[Stored items]
========

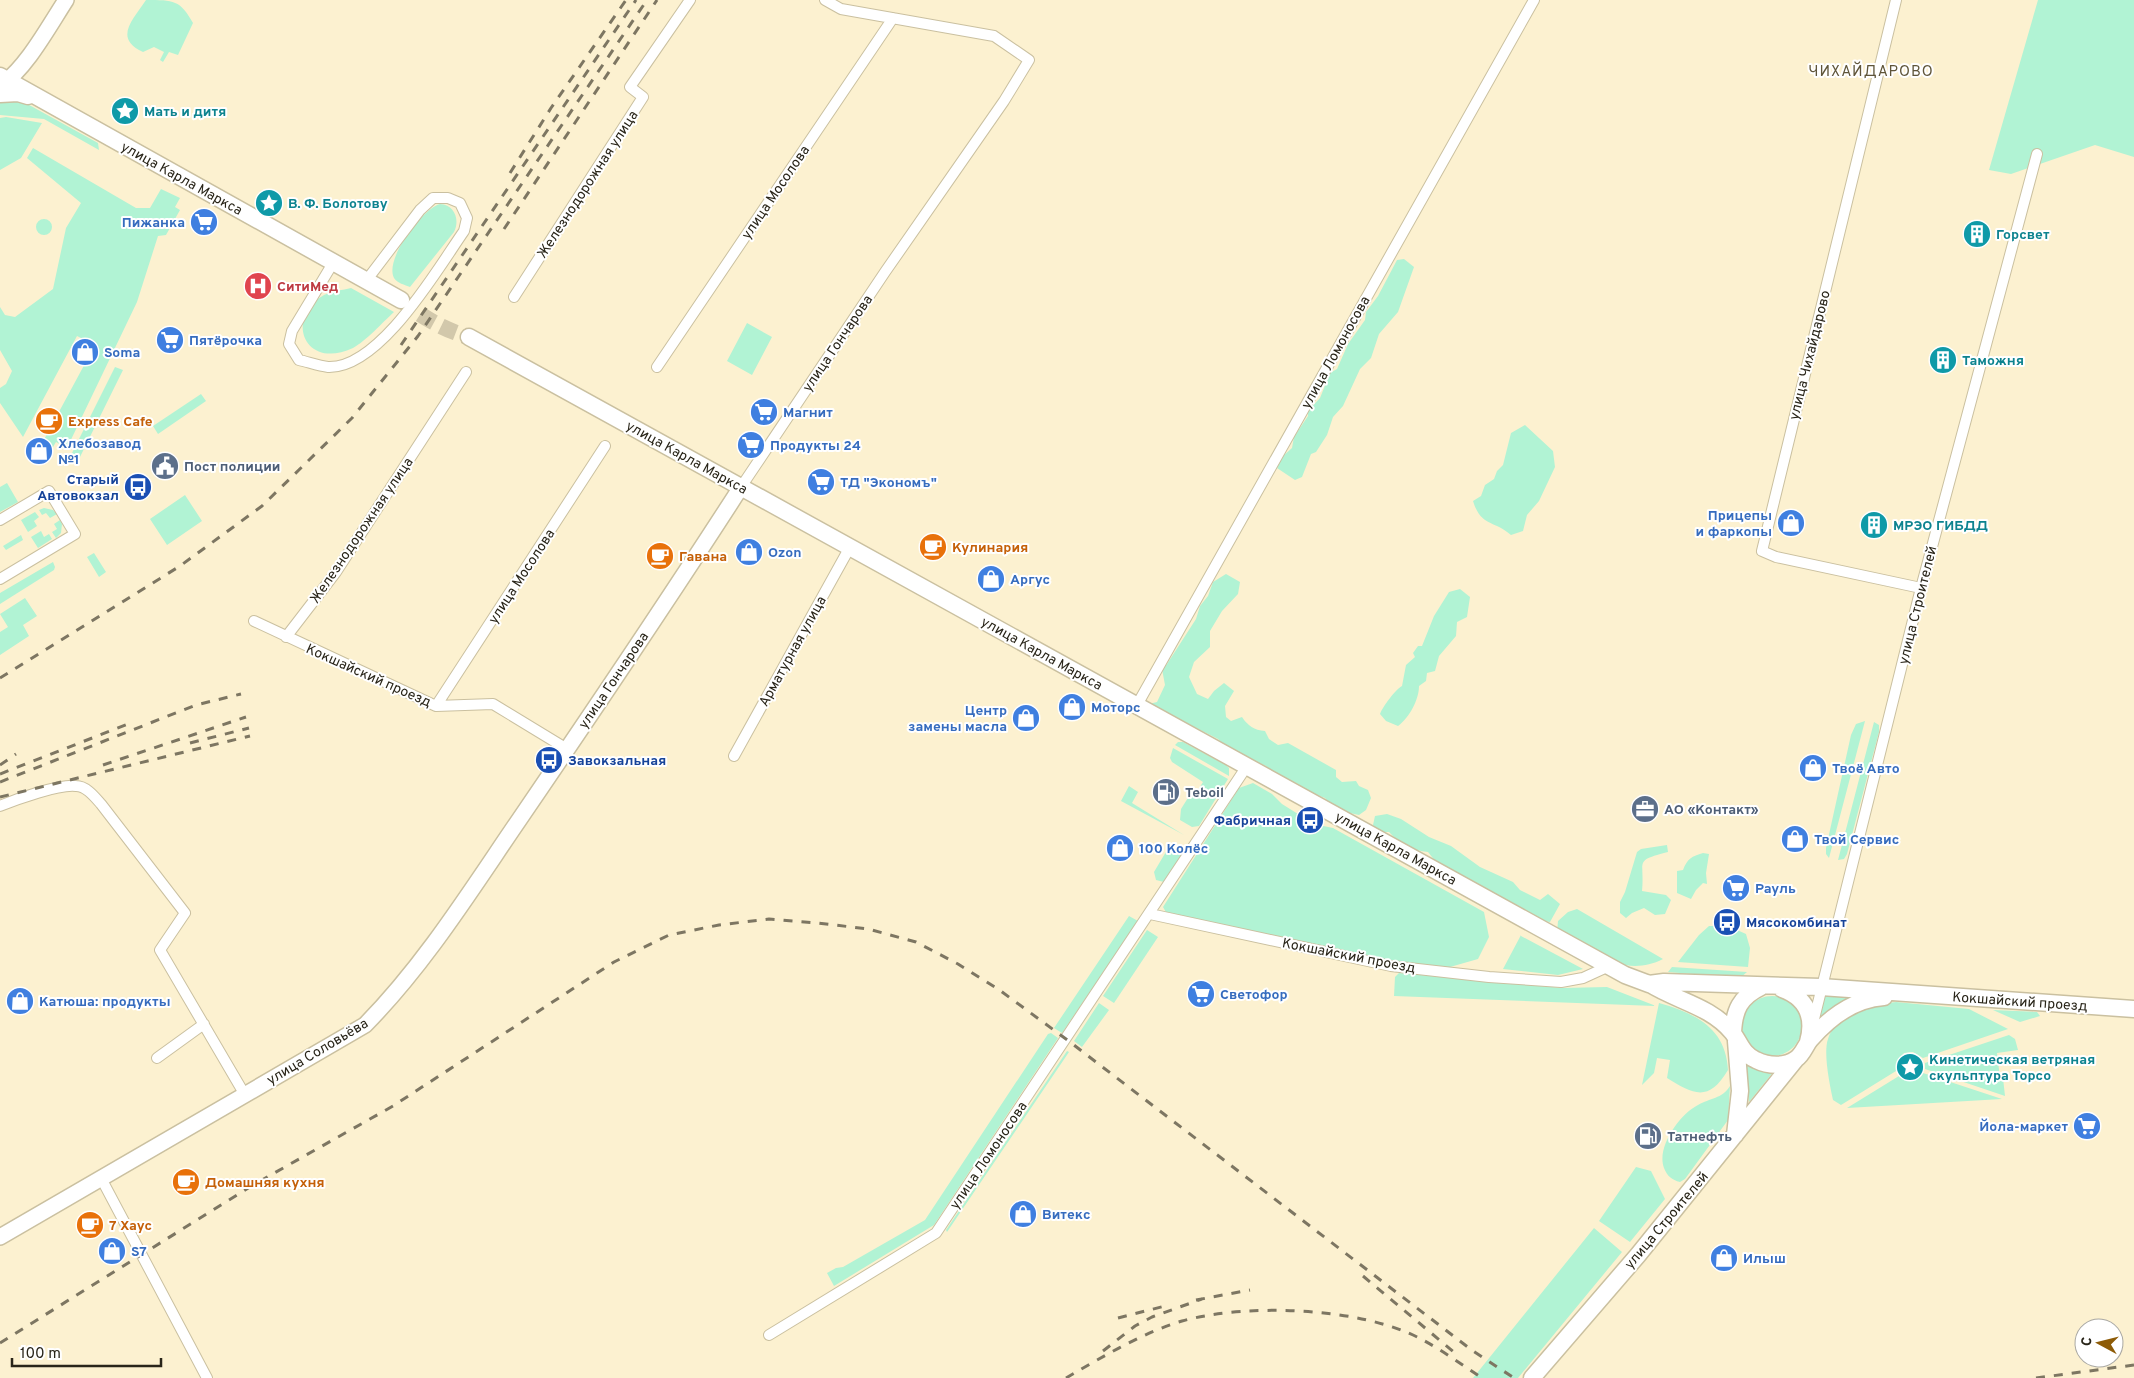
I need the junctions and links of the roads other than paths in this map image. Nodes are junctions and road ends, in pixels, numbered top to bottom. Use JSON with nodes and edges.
{"nodes":[{"id":1,"x":66,"y":0,"type":"edge"},
{"id":2,"x":690,"y":0,"type":"edge"},
{"id":3,"x":825,"y":0,"type":"edge"},
{"id":4,"x":1534,"y":0,"type":"edge"},
{"id":5,"x":1896,"y":0,"type":"edge"},
{"id":6,"x":892,"y":18,"type":"junction"},
{"id":7,"x":2,"y":84,"type":"edge"},
{"id":8,"x":2037,"y":154,"type":"dead end"},
{"id":9,"x":333,"y":263,"type":"junction"},
{"id":10,"x":366,"y":281,"type":"junction"},
{"id":11,"x":514,"y":297,"type":"dead end"},
{"id":12,"x":401,"y":300,"type":"tunnel mouth"},
{"id":13,"x":469,"y":337,"type":"tunnel mouth"},
{"id":14,"x":657,"y":366,"type":"dead end"},
{"id":15,"x":466,"y":372,"type":"dead end"},
{"id":16,"x":605,"y":446,"type":"dead end"},
{"id":17,"x":741,"y":487,"type":"junction"},
{"id":18,"x":0,"y":520,"type":"edge"},
{"id":19,"x":850,"y":547,"type":"junction"},
{"id":20,"x":0,"y":579,"type":"edge"},
{"id":21,"x":1921,"y":588,"type":"junction"},
{"id":22,"x":254,"y":621,"type":"dead end"},
{"id":23,"x":286,"y":637,"type":"junction"},
{"id":24,"x":1137,"y":705,"type":"junction"},
{"id":25,"x":436,"y":706,"type":"junction"},
{"id":26,"x":567,"y":749,"type":"junction"},
{"id":27,"x":734,"y":756,"type":"dead end"},
{"id":28,"x":1247,"y":766,"type":"junction"},
{"id":29,"x":0,"y":806,"type":"edge"},
{"id":30,"x":1150,"y":914,"type":"junction"},
{"id":31,"x":1607,"y":967,"type":"junction"},
{"id":32,"x":1649,"y":984,"type":"junction"},
{"id":33,"x":1761,"y":987,"type":"junction"},
{"id":34,"x":1778,"y":987,"type":"junction"},
{"id":35,"x":1821,"y":987,"type":"junction"},
{"id":36,"x":1905,"y":993,"type":"junction"},
{"id":37,"x":2134,"y":1009,"type":"edge"},
{"id":38,"x":204,"y":1024,"type":"junction"},
{"id":39,"x":1810,"y":1036,"type":"junction"},
{"id":40,"x":1734,"y":1037,"type":"junction"},
{"id":41,"x":157,"y":1058,"type":"dead end"},
{"id":42,"x":1796,"y":1059,"type":"junction"},
{"id":43,"x":245,"y":1095,"type":"junction"},
{"id":44,"x":1735,"y":1136,"type":"junction"},
{"id":45,"x":102,"y":1180,"type":"junction"},
{"id":46,"x":0,"y":1237,"type":"edge"},
{"id":47,"x":769,"y":1335,"type":"dead end"},
{"id":48,"x":207,"y":1378,"type":"edge"},
{"id":49,"x":1532,"y":1378,"type":"edge"}],
"edges":[{"from":1,"to":7,"type":"street"},
{"from":2,"to":11,"type":"street","name":"Железнодорожная улица"},
{"from":3,"to":6,"type":"street"},
{"from":4,"to":24,"type":"street","name":"улица Ломоносова"},
{"from":5,"to":21,"type":"street","name":"улица Чихайдарово"},
{"from":6,"to":14,"type":"street","name":"улица Мосолова"},
{"from":6,"to":17,"type":"street","name":"улица Гончарова"},
{"from":7,"to":9,"type":"main road","name":"улица Карла Маркса"},
{"from":8,"to":21,"type":"street","name":"улица Строителей"},
{"from":9,"to":10,"type":"main road","name":"улица Карла Маркса"},
{"from":9,"to":10,"type":"street"},
{"from":10,"to":12,"type":"main road","name":"улица Карла Маркса"},
{"from":13,"to":17,"type":"main road","name":"улица Карла Маркса"},
{"from":15,"to":23,"type":"street","name":"Железнодорожная улица"},
{"from":16,"to":25,"type":"street","name":"улица Мосолова"},
{"from":17,"to":19,"type":"main road","name":"улица Карла Маркса"},
{"from":17,"to":26,"type":"street","name":"улица Гончарова"},
{"from":18,"to":20,"type":"street"},
{"from":19,"to":24,"type":"main road","name":"улица Карла Маркса"},
{"from":19,"to":27,"type":"street","name":"Арматурная улица"},
{"from":21,"to":35,"type":"street","name":"улица Строителей"},
{"from":22,"to":23,"type":"street","name":"Кокшайский проезд"},
{"from":23,"to":25,"type":"street","name":"Кокшайский проезд"},
{"from":24,"to":28,"type":"main road","name":"улица Карла Маркса"},
{"from":25,"to":26,"type":"street","name":"Кокшайский проезд"},
{"from":26,"to":43,"type":"street","name":"улица Соловьёва"},
{"from":28,"to":30,"type":"street","name":"улица Ломоносова"},
{"from":28,"to":31,"type":"main road","name":"улица Карла Маркса"},
{"from":29,"to":38,"type":"street"},
{"from":30,"to":31,"type":"street","name":"Кокшайский проезд"},
{"from":30,"to":47,"type":"street","name":"улица Ломоносова"},
{"from":31,"to":32,"type":"main road","name":"улица Карла Маркса"},
{"from":32,"to":33,"type":"main road","name":"улица Карла Маркса"},
{"from":32,"to":40,"type":"main road"},
{"from":33,"to":34,"type":"main road"},
{"from":33,"to":40,"type":"main road"},
{"from":34,"to":35,"type":"main road"},
{"from":34,"to":39,"type":"main road"},
{"from":35,"to":36,"type":"main road"},
{"from":35,"to":39,"type":"street","name":"улица Строителей"},
{"from":36,"to":37,"type":"main road","name":"Кокшайский проезд"},
{"from":36,"to":39,"type":"main road"},
{"from":38,"to":41,"type":"street"},
{"from":38,"to":43,"type":"street"},
{"from":39,"to":42,"type":"main road"},
{"from":40,"to":42,"type":"main road"},
{"from":40,"to":44,"type":"main road"},
{"from":42,"to":44,"type":"main road","name":"улица Строителей"},
{"from":43,"to":45,"type":"street","name":"улица Соловьёва"},
{"from":44,"to":49,"type":"main road","name":"улица Строителей"},
{"from":45,"to":46,"type":"street","name":"улица Соловьёва"},
{"from":45,"to":48,"type":"street"}]}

========

▶ **WORK INSTRUCTION**
Find the lines above with the word "Ломоносова". Copy them out.

▶ **EXERCISE RESULT**
{"from":4,"to":24,"type":"street","name":"улица Ломоносова"},
{"from":28,"to":30,"type":"street","name":"улица Ломоносова"},
{"from":30,"to":47,"type":"street","name":"улица Ломоносова"},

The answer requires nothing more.